REQUIREMENT
Copy out all lines of the records in which the word "ריקה" appears.

Stored items from a collection:
* * *
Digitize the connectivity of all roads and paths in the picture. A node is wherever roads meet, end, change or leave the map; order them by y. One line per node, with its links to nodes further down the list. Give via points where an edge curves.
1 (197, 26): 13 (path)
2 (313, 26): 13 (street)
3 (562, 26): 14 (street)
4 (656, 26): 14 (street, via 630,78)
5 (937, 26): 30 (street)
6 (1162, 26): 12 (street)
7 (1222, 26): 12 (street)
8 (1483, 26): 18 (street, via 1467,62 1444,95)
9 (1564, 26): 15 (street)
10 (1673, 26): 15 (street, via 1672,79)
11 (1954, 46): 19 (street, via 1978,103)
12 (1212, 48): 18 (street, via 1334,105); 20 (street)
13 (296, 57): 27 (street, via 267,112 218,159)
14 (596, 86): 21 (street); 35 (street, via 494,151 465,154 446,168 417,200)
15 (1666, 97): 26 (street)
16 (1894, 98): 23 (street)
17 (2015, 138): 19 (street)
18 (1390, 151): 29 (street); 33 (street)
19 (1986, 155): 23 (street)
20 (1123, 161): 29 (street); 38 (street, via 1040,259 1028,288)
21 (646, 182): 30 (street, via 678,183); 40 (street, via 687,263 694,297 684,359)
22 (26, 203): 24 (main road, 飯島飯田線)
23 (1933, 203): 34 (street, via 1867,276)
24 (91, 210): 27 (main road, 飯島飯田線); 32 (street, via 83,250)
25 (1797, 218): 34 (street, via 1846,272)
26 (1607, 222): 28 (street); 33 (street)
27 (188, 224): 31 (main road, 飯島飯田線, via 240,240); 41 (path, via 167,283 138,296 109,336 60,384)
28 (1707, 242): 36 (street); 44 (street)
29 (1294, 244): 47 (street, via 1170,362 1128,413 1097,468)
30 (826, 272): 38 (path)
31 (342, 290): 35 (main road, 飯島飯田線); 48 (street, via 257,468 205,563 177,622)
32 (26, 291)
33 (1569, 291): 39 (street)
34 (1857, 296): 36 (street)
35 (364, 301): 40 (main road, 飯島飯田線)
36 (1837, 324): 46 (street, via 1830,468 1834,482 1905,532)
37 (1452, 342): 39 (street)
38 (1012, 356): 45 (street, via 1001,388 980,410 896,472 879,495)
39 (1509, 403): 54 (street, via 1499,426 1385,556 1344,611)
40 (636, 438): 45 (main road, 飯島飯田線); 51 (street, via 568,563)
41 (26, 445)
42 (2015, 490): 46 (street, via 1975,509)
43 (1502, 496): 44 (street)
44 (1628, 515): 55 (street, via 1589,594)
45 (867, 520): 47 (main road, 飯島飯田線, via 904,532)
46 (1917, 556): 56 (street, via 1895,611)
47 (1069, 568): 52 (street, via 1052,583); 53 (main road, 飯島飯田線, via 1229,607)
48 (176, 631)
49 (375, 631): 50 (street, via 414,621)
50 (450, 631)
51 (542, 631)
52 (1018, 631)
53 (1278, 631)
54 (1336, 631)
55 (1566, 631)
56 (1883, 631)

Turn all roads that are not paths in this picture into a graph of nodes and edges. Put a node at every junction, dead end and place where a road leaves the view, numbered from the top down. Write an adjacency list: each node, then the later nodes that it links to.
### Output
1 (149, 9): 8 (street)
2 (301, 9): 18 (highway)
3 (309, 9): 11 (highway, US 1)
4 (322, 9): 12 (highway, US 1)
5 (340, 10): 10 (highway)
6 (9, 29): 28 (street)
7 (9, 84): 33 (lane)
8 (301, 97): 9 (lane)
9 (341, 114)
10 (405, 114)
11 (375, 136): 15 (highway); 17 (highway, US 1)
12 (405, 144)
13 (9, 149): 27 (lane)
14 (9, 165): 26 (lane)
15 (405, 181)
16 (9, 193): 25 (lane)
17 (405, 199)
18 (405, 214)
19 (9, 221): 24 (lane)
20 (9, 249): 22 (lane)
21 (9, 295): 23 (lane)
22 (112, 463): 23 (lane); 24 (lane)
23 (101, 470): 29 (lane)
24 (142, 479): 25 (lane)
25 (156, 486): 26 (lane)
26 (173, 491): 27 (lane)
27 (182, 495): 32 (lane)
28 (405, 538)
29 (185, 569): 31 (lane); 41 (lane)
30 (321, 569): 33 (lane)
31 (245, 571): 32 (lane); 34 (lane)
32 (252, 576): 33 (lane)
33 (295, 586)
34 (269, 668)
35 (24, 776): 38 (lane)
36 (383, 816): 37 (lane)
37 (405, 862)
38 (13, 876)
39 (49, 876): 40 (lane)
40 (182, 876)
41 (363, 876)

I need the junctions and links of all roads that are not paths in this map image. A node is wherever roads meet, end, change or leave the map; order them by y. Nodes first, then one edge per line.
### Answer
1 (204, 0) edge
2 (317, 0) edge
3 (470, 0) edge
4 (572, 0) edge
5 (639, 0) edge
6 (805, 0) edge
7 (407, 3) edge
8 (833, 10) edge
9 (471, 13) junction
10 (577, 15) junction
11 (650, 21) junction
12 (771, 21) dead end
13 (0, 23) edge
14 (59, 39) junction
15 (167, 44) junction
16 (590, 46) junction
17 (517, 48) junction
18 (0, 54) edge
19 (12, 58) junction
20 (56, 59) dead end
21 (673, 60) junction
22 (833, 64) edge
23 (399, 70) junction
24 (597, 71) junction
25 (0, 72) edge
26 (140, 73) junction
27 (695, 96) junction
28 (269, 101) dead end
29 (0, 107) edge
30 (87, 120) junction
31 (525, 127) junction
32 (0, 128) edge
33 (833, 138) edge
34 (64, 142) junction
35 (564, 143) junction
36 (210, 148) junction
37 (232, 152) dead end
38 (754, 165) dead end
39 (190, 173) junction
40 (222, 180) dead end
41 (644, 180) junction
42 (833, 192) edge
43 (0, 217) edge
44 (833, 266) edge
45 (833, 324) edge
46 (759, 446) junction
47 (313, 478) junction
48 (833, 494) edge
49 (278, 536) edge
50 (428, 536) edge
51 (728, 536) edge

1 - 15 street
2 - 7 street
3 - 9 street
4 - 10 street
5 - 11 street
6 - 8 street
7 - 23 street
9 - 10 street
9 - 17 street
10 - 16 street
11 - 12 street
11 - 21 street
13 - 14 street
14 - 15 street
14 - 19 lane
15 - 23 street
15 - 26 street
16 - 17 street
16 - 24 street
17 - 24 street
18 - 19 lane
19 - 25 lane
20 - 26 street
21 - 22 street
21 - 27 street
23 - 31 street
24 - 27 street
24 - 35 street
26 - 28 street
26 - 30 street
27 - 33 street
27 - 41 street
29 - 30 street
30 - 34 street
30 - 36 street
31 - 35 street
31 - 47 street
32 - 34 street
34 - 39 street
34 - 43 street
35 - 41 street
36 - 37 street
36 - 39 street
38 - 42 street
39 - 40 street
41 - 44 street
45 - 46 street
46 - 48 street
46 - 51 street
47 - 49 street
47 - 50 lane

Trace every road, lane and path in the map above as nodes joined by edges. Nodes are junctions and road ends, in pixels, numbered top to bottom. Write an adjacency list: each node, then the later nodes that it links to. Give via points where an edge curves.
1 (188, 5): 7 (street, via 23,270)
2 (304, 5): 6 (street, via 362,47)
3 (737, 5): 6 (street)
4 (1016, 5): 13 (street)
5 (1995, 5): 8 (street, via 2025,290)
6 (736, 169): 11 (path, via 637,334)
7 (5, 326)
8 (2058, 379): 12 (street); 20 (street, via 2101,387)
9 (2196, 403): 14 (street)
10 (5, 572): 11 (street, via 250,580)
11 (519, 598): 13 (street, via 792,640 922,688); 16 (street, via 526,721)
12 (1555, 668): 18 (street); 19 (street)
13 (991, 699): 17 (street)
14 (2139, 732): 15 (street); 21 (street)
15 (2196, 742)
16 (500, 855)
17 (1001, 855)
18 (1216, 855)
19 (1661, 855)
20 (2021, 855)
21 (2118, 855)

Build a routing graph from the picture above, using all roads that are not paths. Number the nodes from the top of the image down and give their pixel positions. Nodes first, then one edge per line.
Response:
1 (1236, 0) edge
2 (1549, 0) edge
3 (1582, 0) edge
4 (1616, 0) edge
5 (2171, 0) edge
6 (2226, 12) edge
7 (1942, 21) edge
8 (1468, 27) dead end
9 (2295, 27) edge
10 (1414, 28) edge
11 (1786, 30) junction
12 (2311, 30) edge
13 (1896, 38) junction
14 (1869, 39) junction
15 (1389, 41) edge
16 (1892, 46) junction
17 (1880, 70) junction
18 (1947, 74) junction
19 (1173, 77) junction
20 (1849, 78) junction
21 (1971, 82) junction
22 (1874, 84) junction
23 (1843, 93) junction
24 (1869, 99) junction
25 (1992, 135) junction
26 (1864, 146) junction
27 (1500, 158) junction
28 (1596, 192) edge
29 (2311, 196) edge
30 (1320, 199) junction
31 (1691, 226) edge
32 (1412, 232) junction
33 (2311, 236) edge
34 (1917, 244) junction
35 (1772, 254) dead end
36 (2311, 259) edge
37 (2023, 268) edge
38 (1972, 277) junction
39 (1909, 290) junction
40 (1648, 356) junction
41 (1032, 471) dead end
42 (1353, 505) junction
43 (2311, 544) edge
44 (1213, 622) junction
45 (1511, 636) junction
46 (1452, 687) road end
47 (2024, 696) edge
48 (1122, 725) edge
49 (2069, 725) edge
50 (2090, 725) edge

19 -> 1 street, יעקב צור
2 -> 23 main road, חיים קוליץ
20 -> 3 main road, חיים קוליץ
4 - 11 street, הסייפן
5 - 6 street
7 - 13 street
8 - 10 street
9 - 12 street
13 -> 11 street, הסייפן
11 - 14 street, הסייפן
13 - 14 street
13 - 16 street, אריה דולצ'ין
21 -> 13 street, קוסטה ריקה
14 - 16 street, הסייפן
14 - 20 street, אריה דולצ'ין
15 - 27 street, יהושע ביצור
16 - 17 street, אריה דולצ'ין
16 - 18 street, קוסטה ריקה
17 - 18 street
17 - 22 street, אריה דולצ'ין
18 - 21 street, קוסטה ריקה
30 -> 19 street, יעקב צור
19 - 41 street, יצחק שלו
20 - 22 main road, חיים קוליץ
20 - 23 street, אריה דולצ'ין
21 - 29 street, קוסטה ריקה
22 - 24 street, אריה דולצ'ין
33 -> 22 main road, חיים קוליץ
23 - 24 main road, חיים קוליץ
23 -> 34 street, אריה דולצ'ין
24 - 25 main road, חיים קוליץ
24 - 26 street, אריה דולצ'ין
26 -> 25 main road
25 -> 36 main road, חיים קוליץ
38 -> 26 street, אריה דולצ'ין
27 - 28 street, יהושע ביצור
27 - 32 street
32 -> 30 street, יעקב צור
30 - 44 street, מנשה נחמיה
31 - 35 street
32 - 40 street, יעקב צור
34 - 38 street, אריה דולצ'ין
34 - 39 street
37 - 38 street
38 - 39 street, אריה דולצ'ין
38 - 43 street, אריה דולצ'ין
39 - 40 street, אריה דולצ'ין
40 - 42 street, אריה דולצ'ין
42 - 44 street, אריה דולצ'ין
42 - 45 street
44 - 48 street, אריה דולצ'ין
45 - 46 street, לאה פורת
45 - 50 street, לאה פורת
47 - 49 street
* * *
OUTPUT FOR THIS EXERCISE
21 -> 13 street, קוסטה ריקה
16 - 18 street, קוסטה ריקה
18 - 21 street, קוסטה ריקה
21 - 29 street, קוסטה ריקה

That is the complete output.